My compliments to Mike Collins, Tom, Copperhead Kid, kiliki, and all other NWHikers.net readers who have contributed to this very interesting and informative thread. This truly is an outstanding work of historical discovery, decipherment, sleuthwork, and interpretation. Historic inscriptions such as this are a rarity in the North Cascades.

I personally knew one of the individuals, whose name appears on this rock.

Lawrence Denny Lindsley (1878-1975) was the grandson of David Thomas Denny (1832-1903), one of the original founders of Seattle in 1851.

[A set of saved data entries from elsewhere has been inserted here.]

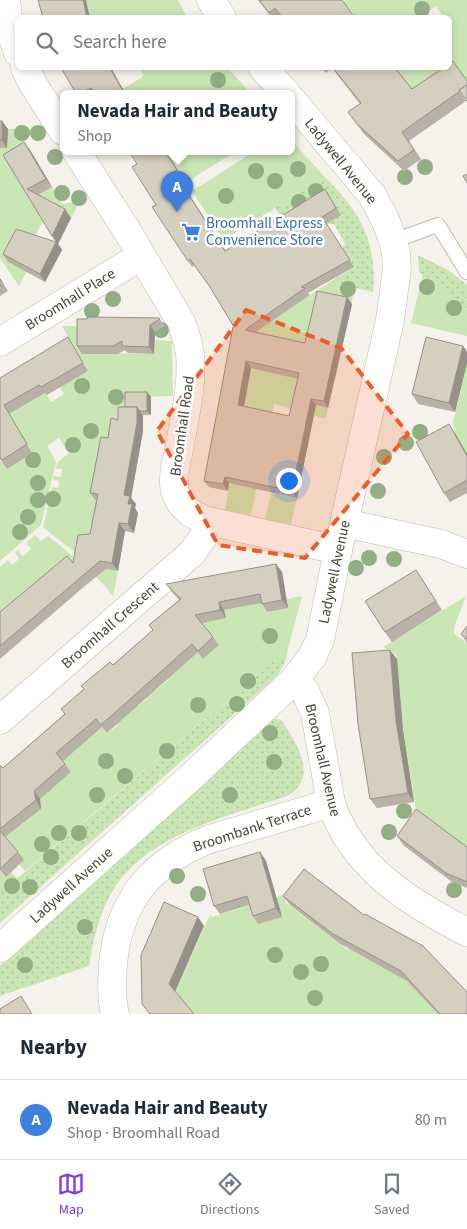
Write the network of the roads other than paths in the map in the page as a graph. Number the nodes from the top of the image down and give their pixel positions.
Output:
1 (6, 0) edge
2 (211, 0) edge
3 (220, 15) edge
4 (10, 46) edge
5 (26, 70) edge
6 (266, 70) edge
7 (283, 90) edge
8 (295, 104) edge
9 (60, 126) edge
10 (79, 155) edge
11 (394, 241) junction
12 (141, 256) junction
13 (467, 272) edge
14 (0, 342) edge
15 (208, 521) junction
16 (344, 523) junction
17 (338, 550) junction
18 (467, 554) edge
19 (294, 680) junction
20 (0, 720) edge
21 (331, 803) junction
22 (467, 932) edge
23 (0, 948) edge
24 (115, 1014) edge

1 - 4 street
2 - 3 street
5 - 9 street
6 - 7 street
8 - 11 street, Ladywell Avenue
10 - 12 street, Broomhall Road
11 - 13 lane
11 - 16 street, Ladywell Avenue
12 - 14 street, Broomhall Place
12 - 15 street, Broomhall Road
15 - 17 street, Broomhall Road
15 - 20 street, Broomhall Crescent
16 - 17 street, Ladywell Avenue
16 - 18 street
17 - 19 street, Ladywell Avenue
19 - 21 street, Broomhall Avenue
19 - 23 street, Ladywell Avenue
21 - 22 street, Broomhall Avenue
21 - 24 street, Broombank Terrace

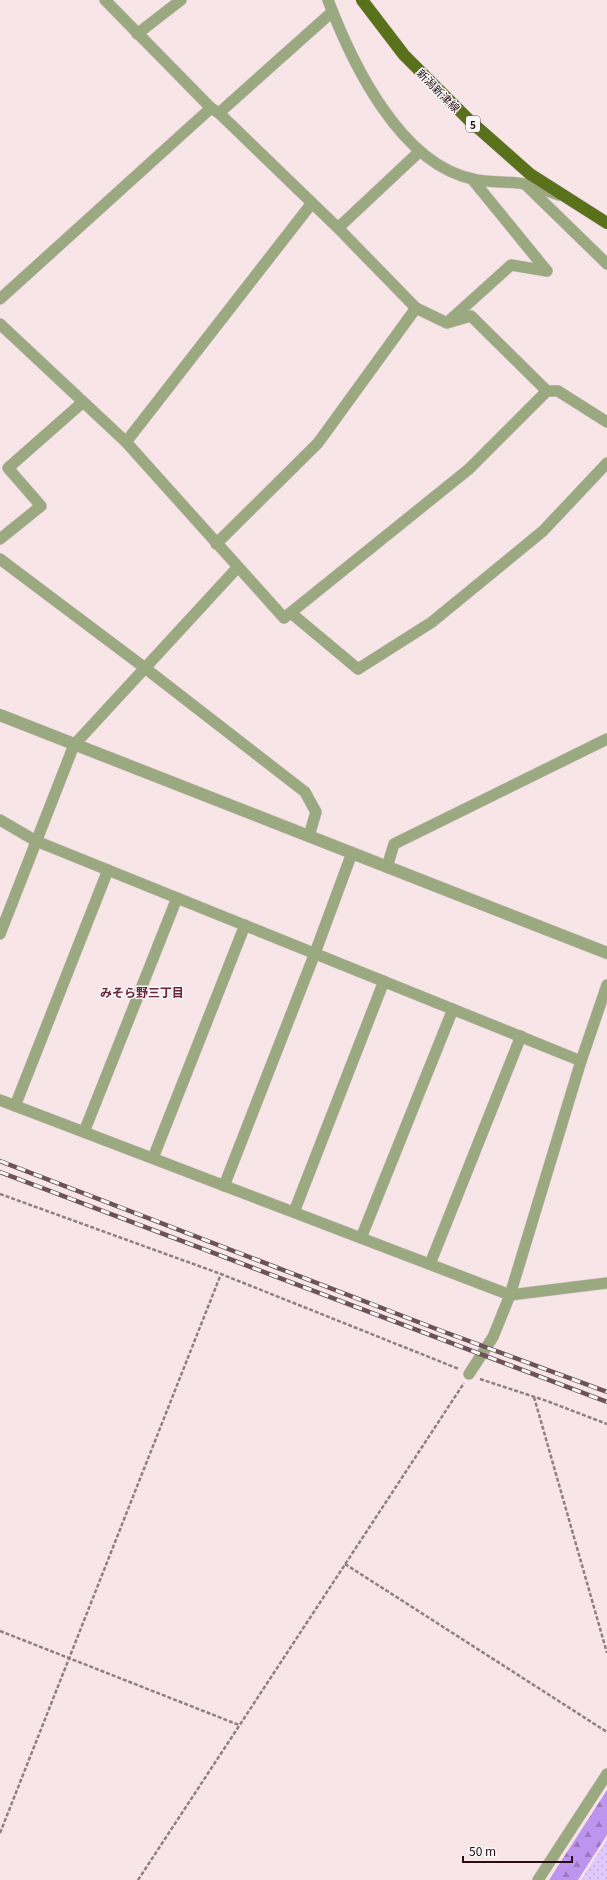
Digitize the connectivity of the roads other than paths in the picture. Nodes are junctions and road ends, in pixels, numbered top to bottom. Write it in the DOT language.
graph roads {
  1 [pos="105,0"];
  2 [pos="181,0"];
  3 [pos="328,0"];
  4 [pos="362,0"];
  5 [pos="332,12"];
  6 [pos="137,34"];
  7 [pos="215,111"];
  8 [pos="419,152"];
  9 [pos="472,179"];
  10 [pos="525,184"];
  11 [pos="563,196"];
  12 [pos="312,202"];
  13 [pos="607,223"];
  14 [pos="338,228"];
  15 [pos="607,264"];
  16 [pos="0,299"];
  17 [pos="416,308"];
  18 [pos="447,323"];
  19 [pos="0,324"];
  20 [pos="547,391"];
  21 [pos="83,402"];
  22 [pos="607,422"];
  23 [pos="126,442"];
  24 [pos="607,463"];
  25 [pos="0,539"];
  26 [pos="216,544"];
  27 [pos="0,559"];
  28 [pos="238,567"];
  29 [pos="291,613"];
  30 [pos="145,668"];
  31 [pos="0,715"];
  32 [pos="607,739"];
  33 [pos="74,744"];
  34 [pos="0,820"];
  35 [pos="309,836"];
  36 [pos="36,841"];
  37 [pos="352,853"];
  38 [pos="387,867"];
  39 [pos="108,870"];
  40 [pos="177,898"];
  41 [pos="245,925"];
  42 [pos="0,934"];
  43 [pos="607,953"];
  44 [pos="315,954"];
  45 [pos="384,981"];
  46 [pos="607,985"];
  47 [pos="453,1009"];
  48 [pos="520,1036"];
  49 [pos="581,1061"];
  50 [pos="0,1100"];
  51 [pos="15,1106"];
  52 [pos="84,1132"];
  53 [pos="153,1158"];
  54 [pos="224,1186"];
  55 [pos="294,1212"];
  56 [pos="361,1238"];
  57 [pos="430,1264"];
  58 [pos="607,1283"];
  59 [pos="510,1295"];
  60 [pos="469,1374"];
  61 [pos="607,1774"];
  62 [pos="538,1880"];
  1 -- 6 [label="street"];
  2 -- 6 [label="street"];
  3 -- 5 [label="street"];
  4 -- 11 [label="main road, 新潟新津線 / 5"];
  5 -- 7 [label="street"];
  5 -- 8 [label="street"];
  6 -- 7 [label="street"];
  7 -- 12 [label="street"];
  7 -- 16 [label="street"];
  8 -- 9 [label="street"];
  8 -- 14 [label="street"];
  9 -- 10 [label="street"];
  9 -- 18 [label="street"];
  10 -- 11 [label="street"];
  10 -- 15 [label="street"];
  11 -- 13 [label="main road, 新潟新津線 / 5"];
  12 -- 14 [label="street"];
  12 -- 23 [label="street"];
  14 -- 17 [label="street"];
  17 -- 18 [label="street"];
  17 -- 26 [label="street"];
  18 -- 20 [label="street"];
  19 -- 21 [label="street"];
  20 -- 22 [label="street"];
  20 -- 29 [label="street"];
  21 -- 23 [label="street"];
  21 -- 25 [label="street"];
  23 -- 26 [label="street"];
  24 -- 29 [label="street"];
  26 -- 28 [label="street"];
  27 -- 30 [label="street"];
  28 -- 29 [label="street"];
  28 -- 30 [label="street"];
  30 -- 33 [label="street"];
  30 -- 35 [label="street"];
  31 -- 33 [label="street"];
  32 -- 38 [label="street"];
  33 -- 35 [label="street"];
  33 -- 36 [label="street"];
  34 -- 36 [label="street"];
  35 -- 37 [label="street"];
  36 -- 39 [label="street"];
  36 -- 42 [label="street"];
  37 -- 38 [label="street"];
  37 -- 44 [label="street"];
  38 -- 43 [label="street"];
  39 -- 40 [label="street"];
  39 -- 51 [label="street"];
  40 -- 41 [label="street"];
  40 -- 52 [label="street"];
  41 -- 44 [label="street"];
  41 -- 53 [label="street"];
  44 -- 45 [label="street"];
  44 -- 54 [label="street"];
  45 -- 47 [label="street"];
  45 -- 55 [label="street"];
  46 -- 49 [label="street"];
  47 -- 48 [label="street"];
  47 -- 56 [label="street"];
  48 -- 49 [label="street"];
  48 -- 57 [label="street"];
  49 -- 59 [label="street"];
  50 -- 51 [label="street"];
  51 -- 52 [label="street"];
  52 -- 53 [label="street"];
  53 -- 54 [label="street"];
  54 -- 55 [label="street"];
  55 -- 56 [label="street"];
  56 -- 57 [label="street"];
  57 -- 59 [label="street"];
  58 -- 59 [label="street"];
  59 -- 60 [label="street"];
  61 -- 62 [label="street"];
}
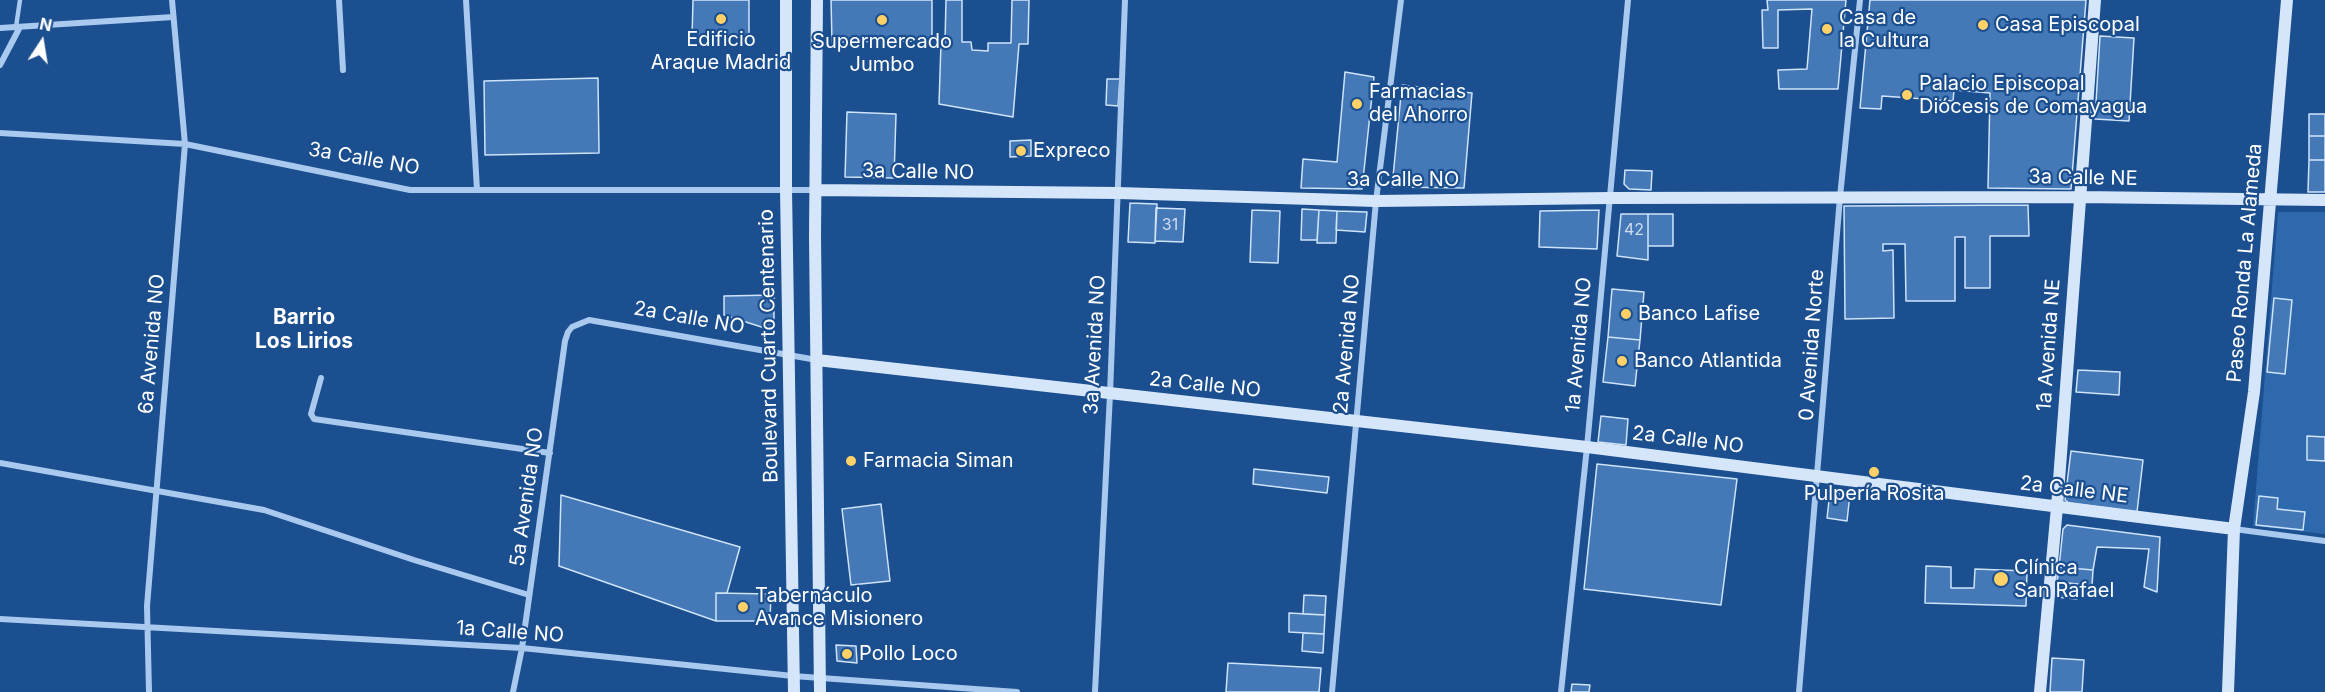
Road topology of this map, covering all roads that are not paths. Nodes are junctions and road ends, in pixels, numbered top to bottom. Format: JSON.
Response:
{"nodes":[{"id":1,"x":20,"y":0,"type":"edge"},
{"id":2,"x":172,"y":0,"type":"edge"},
{"id":3,"x":339,"y":0,"type":"edge"},
{"id":4,"x":466,"y":0,"type":"edge"},
{"id":5,"x":786,"y":0,"type":"edge"},
{"id":6,"x":817,"y":0,"type":"edge"},
{"id":7,"x":1125,"y":0,"type":"edge"},
{"id":8,"x":1401,"y":0,"type":"edge"},
{"id":9,"x":1628,"y":0,"type":"edge"},
{"id":10,"x":1860,"y":0,"type":"edge"},
{"id":11,"x":2095,"y":0,"type":"edge"},
{"id":12,"x":2287,"y":0,"type":"edge"},
{"id":13,"x":173,"y":17,"type":"junction"},
{"id":14,"x":18,"y":27,"type":"junction"},
{"id":15,"x":0,"y":28,"type":"edge"},
{"id":16,"x":0,"y":65,"type":"edge"},
{"id":17,"x":343,"y":70,"type":"dead end"},
{"id":18,"x":0,"y":133,"type":"edge"},
{"id":19,"x":185,"y":144,"type":"junction"},
{"id":20,"x":786,"y":189,"type":"junction"},
{"id":21,"x":477,"y":190,"type":"junction"},
{"id":22,"x":816,"y":190,"type":"junction"},
{"id":23,"x":1118,"y":193,"type":"junction"},
{"id":24,"x":1840,"y":197,"type":"junction"},
{"id":25,"x":2080,"y":197,"type":"junction"},
{"id":26,"x":1610,"y":198,"type":"junction"},
{"id":27,"x":2325,"y":200,"type":"edge"},
{"id":28,"x":1376,"y":201,"type":"junction"},
{"id":29,"x":2270,"y":201,"type":"junction"},
{"id":30,"x":589,"y":320,"type":"joint"},
{"id":31,"x":790,"y":356,"type":"junction"},
{"id":32,"x":817,"y":360,"type":"junction"},
{"id":33,"x":321,"y":378,"type":"dead end"},
{"id":34,"x":1110,"y":394,"type":"junction"},
{"id":35,"x":1357,"y":422,"type":"junction"},
{"id":36,"x":1587,"y":447,"type":"junction"},
{"id":37,"x":550,"y":453,"type":"junction"},
{"id":38,"x":0,"y":464,"type":"edge"},
{"id":39,"x":1818,"y":476,"type":"junction"},
{"id":40,"x":157,"y":491,"type":"junction"},
{"id":41,"x":2057,"y":507,"type":"junction"},
{"id":42,"x":2234,"y":529,"type":"junction"},
{"id":43,"x":2325,"y":541,"type":"edge"},
{"id":44,"x":529,"y":595,"type":"junction"},
{"id":45,"x":0,"y":619,"type":"edge"},
{"id":46,"x":148,"y":627,"type":"junction"},
{"id":47,"x":522,"y":648,"type":"junction"},
{"id":48,"x":793,"y":676,"type":"junction"},
{"id":49,"x":820,"y":677,"type":"junction"},
{"id":50,"x":149,"y":692,"type":"edge"},
{"id":51,"x":513,"y":692,"type":"edge"},
{"id":52,"x":794,"y":692,"type":"edge"},
{"id":53,"x":820,"y":692,"type":"edge"},
{"id":54,"x":1017,"y":692,"type":"edge"},
{"id":55,"x":1095,"y":692,"type":"edge"},
{"id":56,"x":1332,"y":692,"type":"edge"},
{"id":57,"x":1561,"y":692,"type":"edge"},
{"id":58,"x":1799,"y":692,"type":"edge"},
{"id":59,"x":2040,"y":692,"type":"edge"},
{"id":60,"x":2229,"y":692,"type":"edge"}],
"edges":[{"from":1,"to":14,"type":"lane"},
{"from":2,"to":13,"type":"street","name":"6a Avenida NO"},
{"from":3,"to":17,"type":"street"},
{"from":4,"to":21,"type":"street"},
{"from":5,"to":20,"type":"street","name":"Boulevard Cuarto Centenario"},
{"from":6,"to":22,"type":"street"},
{"from":7,"to":23,"type":"street","name":"3a Avenida NO"},
{"from":8,"to":28,"type":"street","name":"2a Avenida NO"},
{"from":9,"to":26,"type":"street","name":"1a Avenida NO"},
{"from":10,"to":24,"type":"street","name":"0 Avenida Norte"},
{"from":11,"to":25,"type":"street","name":"1a Avenida NE"},
{"from":12,"to":29,"type":"street","name":"Paseo Ronda La Alameda"},
{"from":13,"to":14,"type":"street"},
{"from":13,"to":19,"type":"street","name":"6a Avenida NO"},
{"from":14,"to":15,"type":"street"},
{"from":14,"to":16,"type":"street"},
{"from":18,"to":19,"type":"street","name":"3a Calle NO"},
{"from":19,"to":21,"type":"street","name":"3a Calle NO"},
{"from":19,"to":40,"type":"street","name":"6a Avenida NO"},
{"from":20,"to":21,"type":"street","name":"3a Calle NO"},
{"from":20,"to":22,"type":"street","name":"3a Calle NO"},
{"from":20,"to":31,"type":"street","name":"Boulevard Cuarto Centenario"},
{"from":22,"to":23,"type":"street","name":"3a Calle NO"},
{"from":22,"to":32,"type":"street"},
{"from":23,"to":28,"type":"street","name":"3a Calle NO"},
{"from":23,"to":34,"type":"street","name":"3a Avenida NO"},
{"from":24,"to":25,"type":"street","name":"3a Calle NE"},
{"from":24,"to":26,"type":"street","name":"3a Calle NO"},
{"from":24,"to":39,"type":"street","name":"0 Avenida Norte"},
{"from":25,"to":29,"type":"street","name":"3a Calle NE"},
{"from":25,"to":41,"type":"street","name":"1a Avenida NE"},
{"from":26,"to":28,"type":"street","name":"3a Calle NO"},
{"from":26,"to":36,"type":"street","name":"1a Avenida NO"},
{"from":27,"to":29,"type":"street","name":"3a Calle NE"},
{"from":28,"to":35,"type":"street","name":"2a Avenida NO"},
{"from":29,"to":42,"type":"street","name":"Paseo Ronda La Alameda"},
{"from":30,"to":31,"type":"street","name":"2a Calle NO"},
{"from":30,"to":37,"type":"street","name":"5a Avenida NO"},
{"from":31,"to":32,"type":"street","name":"2a Calle NO"},
{"from":31,"to":48,"type":"street","name":"Boulevard Cuarto Centenario"},
{"from":32,"to":34,"type":"street","name":"2a Calle NO"},
{"from":32,"to":49,"type":"street"},
{"from":33,"to":37,"type":"street"},
{"from":34,"to":35,"type":"street","name":"2a Calle NO"},
{"from":34,"to":55,"type":"street","name":"3a Avenida NO"},
{"from":35,"to":36,"type":"street","name":"2a Calle NO"},
{"from":35,"to":56,"type":"street","name":"2a Avenida NO"},
{"from":36,"to":39,"type":"street","name":"2a Calle NO"},
{"from":36,"to":57,"type":"street","name":"1a Avenida NO"},
{"from":37,"to":44,"type":"street","name":"5a Avenida NO"},
{"from":38,"to":40,"type":"street"},
{"from":39,"to":41,"type":"street","name":"2a Calle NE"},
{"from":39,"to":58,"type":"street","name":"0 Avenida Norte"},
{"from":40,"to":44,"type":"street"},
{"from":40,"to":46,"type":"street","name":"6a Avenida NO"},
{"from":41,"to":42,"type":"street","name":"2a Calle NE"},
{"from":41,"to":59,"type":"street","name":"1a Avenida NE"},
{"from":42,"to":43,"type":"street","name":"2a Calle NE"},
{"from":42,"to":60,"type":"street","name":"Paseo Ronda La Alameda"},
{"from":44,"to":47,"type":"street","name":"5a Avenida NO"},
{"from":45,"to":46,"type":"street","name":"1a Calle NO"},
{"from":46,"to":47,"type":"street","name":"1a Calle NO"},
{"from":46,"to":50,"type":"street","name":"6a Avenida NO"},
{"from":47,"to":48,"type":"street","name":"1a Calle NO"},
{"from":47,"to":51,"type":"street","name":"5a Avenida NO"},
{"from":48,"to":49,"type":"street","name":"1a Calle NO"},
{"from":48,"to":52,"type":"street","name":"Boulevard Cuarto Centenario"},
{"from":49,"to":53,"type":"street"},
{"from":49,"to":54,"type":"street","name":"1a Calle NO"}]}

Lawrie Lindsley, one of the pioneer miners and photographers of the North Cascades, is known to have worked at the Denny family mine at the head of Gold Creek from 1895 to 1902, at which time he took a number of photographs in this area. These pictures are now preserved in his photo album no. 1, in the Photography Collection at the University of Washington Library. Included among these are views of the cabin (exterior and interior), David Denny (with a long white beard), the mine, Ptarmigan Park, the neighboring mountains, and a mountain goat hunt (reproduced in Northwest Discovery, vol. 1, Oct. 1980, pp. 192-207). I suspect that this series of Gold Creek photographs was taken during  the summer of 1899, when David Denny was in charge of construction work on the Snoqualmie Pass wagon road.

Among these photographs (p. 197) is a view looking toward Lemah Peak and the northwest, taken from the ridge above Gold Creek  ---  likely on the same trip during which Rolland Denny and Lawrie Lindsley left their names inscribed on the rock immediately northwest of Four Brothers peak. In his caption for this particular photo, Lawrie wrote: "During the summer when we were mining we climbed this ridge above our cabin when we wanted to take a good look at the big mountains."

Thirty years ago, I visited with Lawrie at his home south of 45th Street (immediately west of the University of Washington) and conducted a tape-recorded interview with him in an effort to preserve his reminiscences of early days in the North Cascades.

Among his more vivid memories was that of sitting on Denny Hill and watching the Great Seattle Fire of 1889 destroy the historic pioneer town below. To an impressionable young boy of 11 years, it seemed like the end of the world was at hand.

Here was an individual who had seen at first hand the Great Seattle fire, who knew old Seattle as it had been prior to 1889, who knew the daughter of Chief Seattle, who witnessed the Alaska-Yukon Gold Rush, and who had explored and photographed extensively in the North Cascades. Lawrie Lindsley not only knew the founders of Seattle, he himself was a member of the Denny family, the premier pioneer family of early Seattle.

David Denny owned the Esther Mine and cabin, situated in Ptarmigan Park (southwest of the Four Brothers), at the head of Gold Creek.  This mine, first located within 1890-1893,  was worked on by David Denny's sons, son-in-law, and grandsons. The rustic but spacious cabin had been built in Ptarmigan Park by Lawrie's father Edward Lindsley "in 1896 when the Esther Mine was at full blast," and contained a modest iron stove that had been  hauled in via pack train. By 1897, there was a large steam boiler at the mine that furnished power to drive two steam drills and an ore crusher.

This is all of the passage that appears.